纤维肌痛
生物信息学
计算生物学
基因
数据科学
计算机科学
医学
生物
遗传学
内科学
标识
DOI:10.1615/critreveukaryotgeneexpr.2025057263
摘要
Fibromyalgia (FM) is a chronic condition marked by widespread pain, fatigue, and other debilitating symptoms, affecting 2-4% of the population, predominantly women. Diagnosing FM is challenging due to its complex symptoms and lack of specific biomarkers. To characterize the gene expression profile in FM and identify target genes and potential biomarkers for FM. The RNA-sequencing data (RNA-seq) from FM patients and healthy controls were downloaded from the GEO database and analyzed in R to detect differentially expressed genes (DEGs). A weighted gene co-expression network analysis (WGCNA) was conducted on all genes to identify FM-associated modules.
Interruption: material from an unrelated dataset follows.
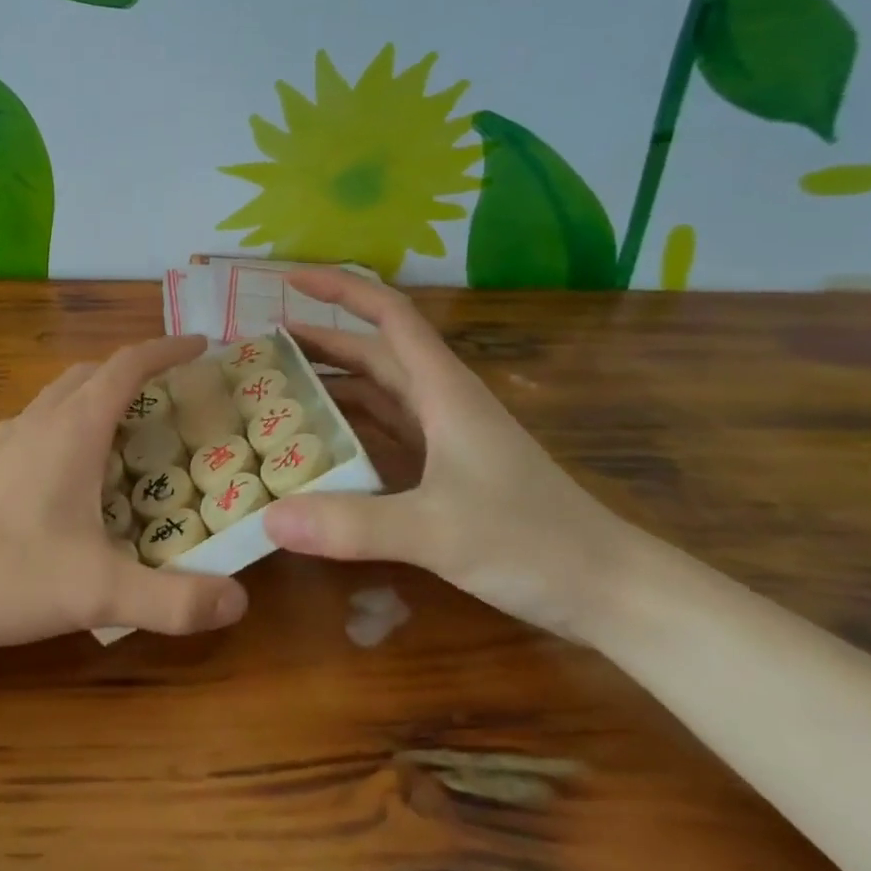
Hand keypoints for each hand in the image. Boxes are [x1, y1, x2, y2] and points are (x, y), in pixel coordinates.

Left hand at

The intersection of DEGs with key module genes was used to build four machine learning models, with the top features from the support vector machine model tested for drug sensitivity to identify therapeutic targets. Expression of the top five genes was validated using real-time quantitative polymerase chain reaction and Western blotting. We identified 1599 DEGs between FM and healthy control. WGCNA revealed that 267 genes in the pink module were correlated with FM. The overlapped 76 key DEGs allow us to build machine-learning models that predict FM with high accuracy (area under the curve = 0.877). The top five genes that are contributing to the model were tested for potential drug targets. Drug sensitivity analysis showed a strong correlation between HAVCR1 and 10 tyrosine kinase inhibitors among the top gene-drug relationships. This study identified key FM-associated gene targets, demonstrating that their expression profiles can be used to predict FM risk. Our findings provide insights into the molecular mechanisms of FM and highlight potential therapeutic targets for improved FM treatment.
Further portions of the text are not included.